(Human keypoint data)
★ ★ ★

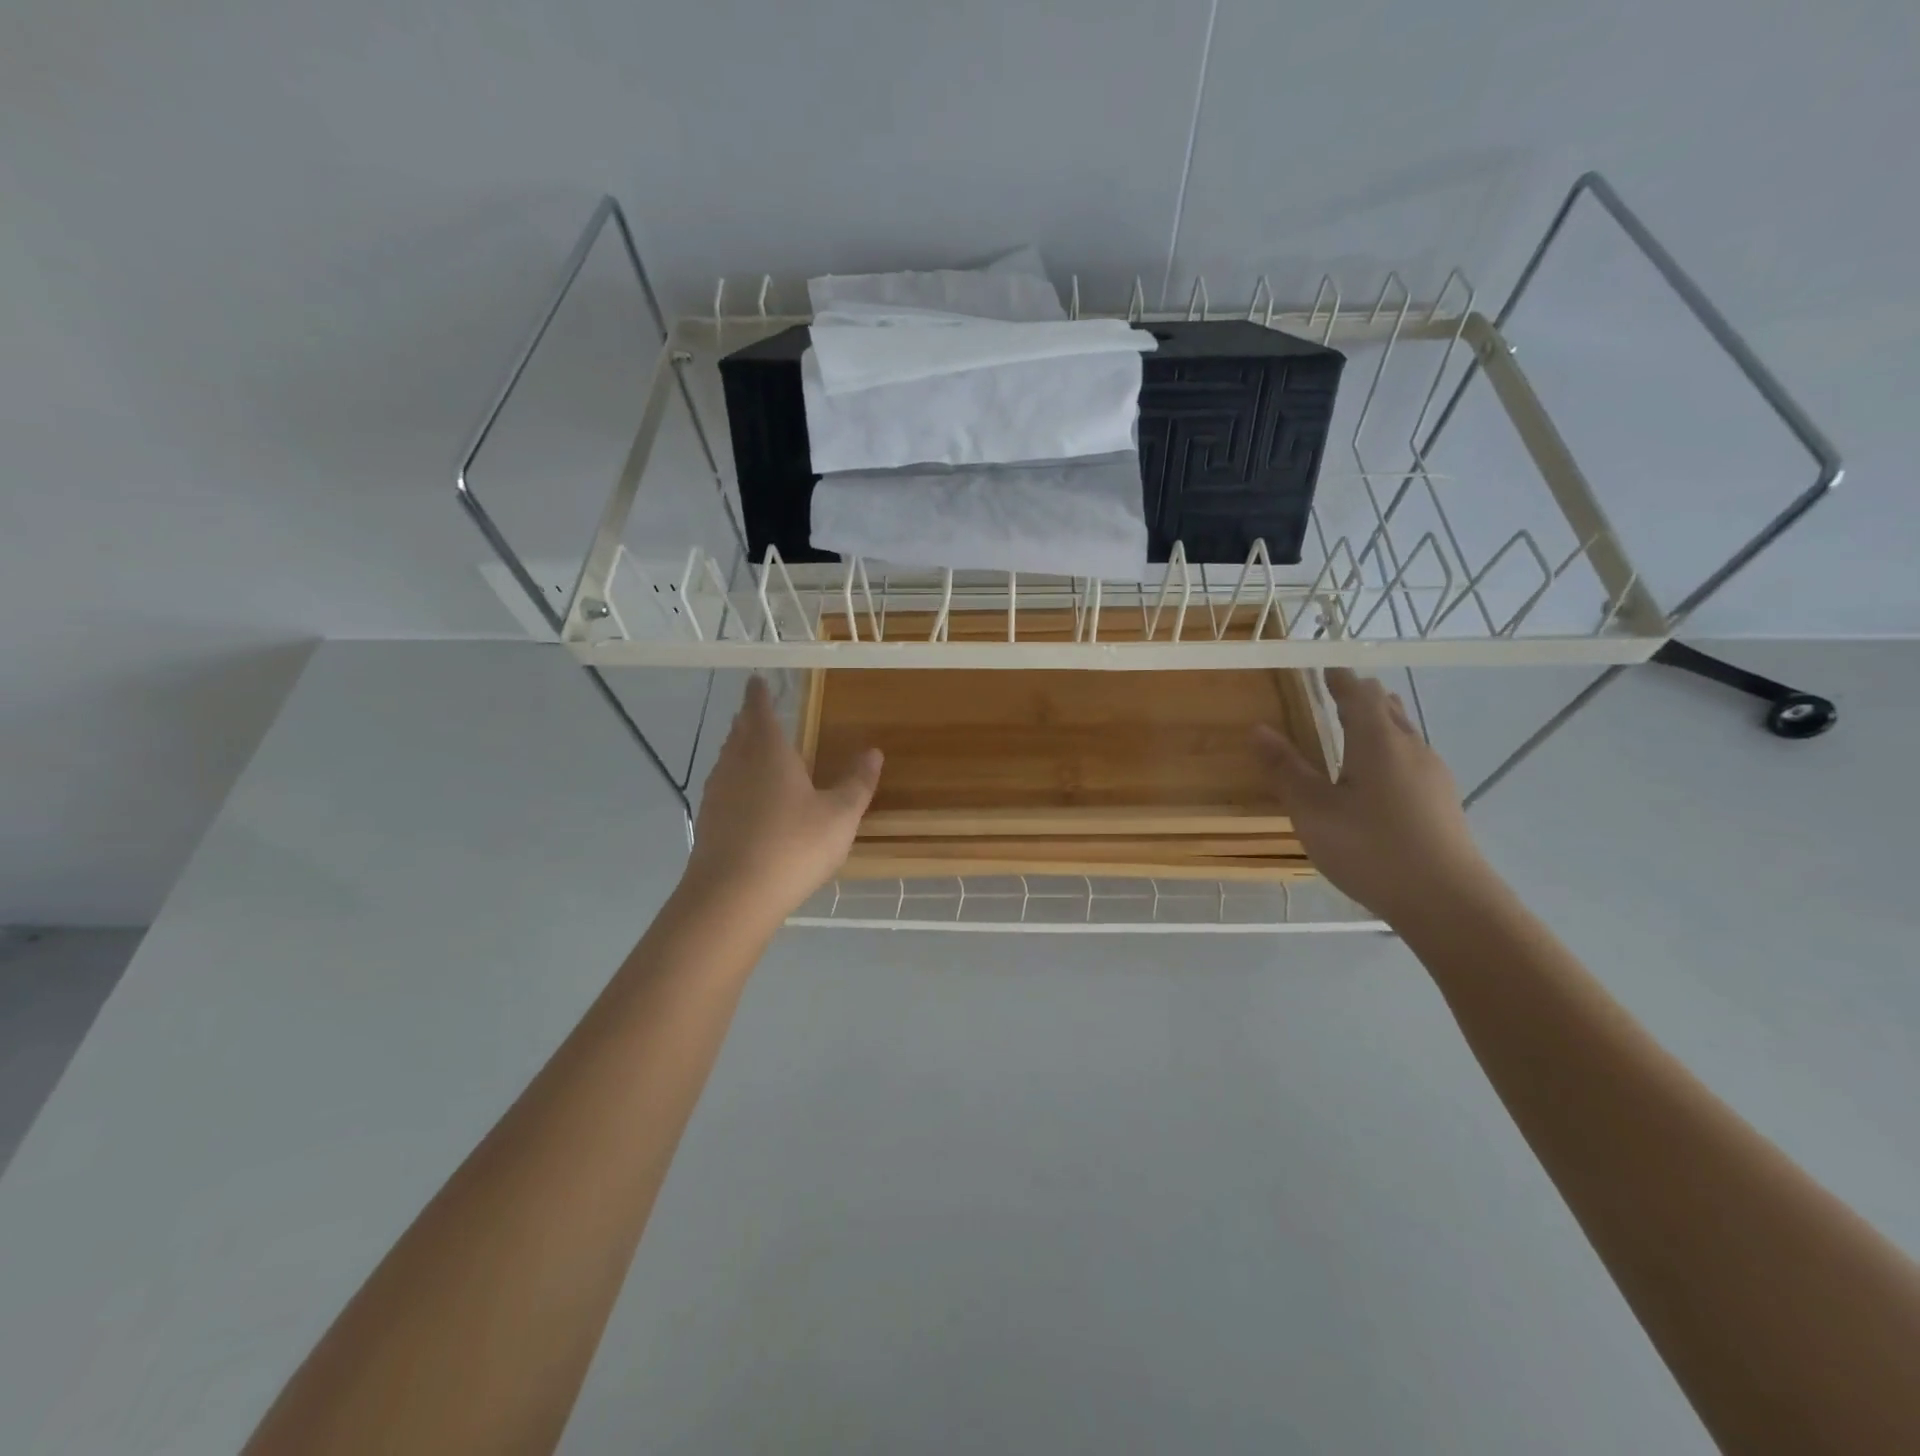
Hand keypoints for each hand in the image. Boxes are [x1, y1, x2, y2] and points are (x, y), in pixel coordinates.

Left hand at [681, 676, 883, 928]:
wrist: (731, 897)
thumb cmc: (792, 846)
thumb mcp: (839, 816)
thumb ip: (857, 783)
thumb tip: (873, 752)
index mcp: (768, 752)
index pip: (759, 711)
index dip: (758, 695)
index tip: (756, 680)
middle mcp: (736, 764)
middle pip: (739, 733)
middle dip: (747, 719)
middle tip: (755, 711)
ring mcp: (717, 793)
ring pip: (727, 759)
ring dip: (737, 748)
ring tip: (750, 747)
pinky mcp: (708, 822)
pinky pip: (722, 786)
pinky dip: (733, 779)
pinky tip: (744, 797)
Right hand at [1254, 668, 1491, 921]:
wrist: (1447, 901)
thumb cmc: (1370, 848)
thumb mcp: (1313, 810)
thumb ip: (1285, 769)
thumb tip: (1258, 729)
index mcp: (1378, 741)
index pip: (1360, 694)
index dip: (1341, 679)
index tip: (1325, 669)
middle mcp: (1411, 748)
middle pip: (1388, 709)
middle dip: (1361, 698)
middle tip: (1336, 695)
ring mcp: (1433, 775)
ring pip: (1404, 734)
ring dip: (1379, 723)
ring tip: (1355, 729)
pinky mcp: (1442, 801)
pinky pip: (1412, 758)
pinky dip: (1390, 750)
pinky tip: (1378, 777)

★ ★ ★

Output the line bearing "ring mcp: (717, 793)" along with all the lines after it through the end of the entries, exactly, and no other lines.

ring mcp: (717, 793)
ring pip: (727, 759)
ring dip: (737, 748)
ring tip: (750, 747)
pinky mcp: (708, 822)
pinky pip: (722, 786)
pinky dip: (733, 779)
pinky tip: (744, 797)
Right hand at [1254, 668, 1491, 921]:
wrist: (1447, 901)
thumb cmc: (1370, 848)
thumb mcp: (1313, 810)
thumb ip: (1285, 769)
thumb tip: (1258, 729)
index mcp: (1378, 741)
index pip: (1360, 694)
index dip: (1341, 679)
index tip: (1325, 669)
middle mcp: (1411, 748)
middle pip: (1388, 709)
middle dip: (1361, 698)
middle tip: (1336, 695)
ring mcp: (1433, 775)
ring pip: (1404, 734)
ring dip: (1379, 723)
ring tip: (1355, 729)
pinky mcp: (1442, 801)
pinky pip: (1412, 758)
pinky dip: (1390, 750)
pinky tip: (1378, 777)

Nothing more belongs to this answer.